His largest award was a cash first prize of $5,000 for the picture,
Oyster Dredgers (see back cover), in a contest sponsored by
the magazine Photography, which drew 52,018 entries:
For his outstanding work in bringing a new concept of artistic
expression to newspaper photography, he has been awarded a Fellowship
in the Photographic Society of America. He also has been named a fellow
in the National Press Photographers Association, first photographer to
achieve both honors.
Mr. Bodine has roamed all over Maryland and the Chesapeake Bay
country in search of the unusual, the picturesque and the beautiful.
(Although he wont admit it, he probably has a better personal
knowledge of the Bay and of tidewater than any other non-waterman.)

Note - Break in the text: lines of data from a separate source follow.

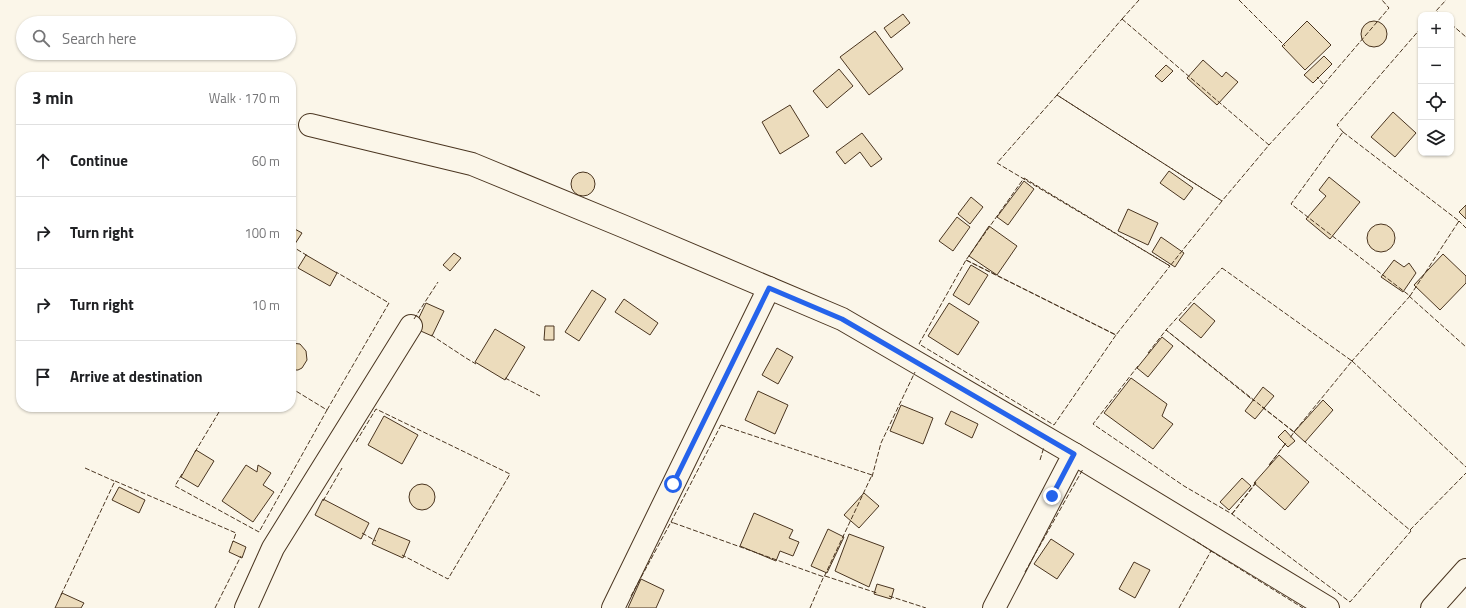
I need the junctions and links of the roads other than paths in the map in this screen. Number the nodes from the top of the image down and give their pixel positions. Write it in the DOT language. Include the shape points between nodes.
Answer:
graph roads {
  1 [pos="310,125"];
  2 [pos="769,288"];
  3 [pos="411,326"];
  4 [pos="1074,454"];
  5 [pos="1466,570"];
  6 [pos="246,608"];
  7 [pos="613,608"];
  8 [pos="994,608"];
  9 [pos="1328,608"];
  10 [pos="1432,608"];
  1 -- 2 [label="street" via="472,164"];
  2 -- 4 [label="street" via="842,319"];
  2 -- 7 [label="street"];
  3 -- 6 [label="street" via="273,548"];
  4 -- 8 [label="street"];
  4 -- 9 [label="street"];
  5 -- 10 [label="street"];
}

In the course of his work Mr. Bodine has photographed all manner of men,
places and events. He has waded half a mile through swampland to get a
picture of a muskrat house; he has waited hours to get the right
shadows on a manor house wall; he has climbed to the top of the Bay
bridge; he has slept on the decks of Bay boats; and he has missed
hundreds of meals just so he could get the right picture at the right
time.
It is this devotion to his work - plus his artistic ability and imagination
- that has made him one of Americas outstanding photographers.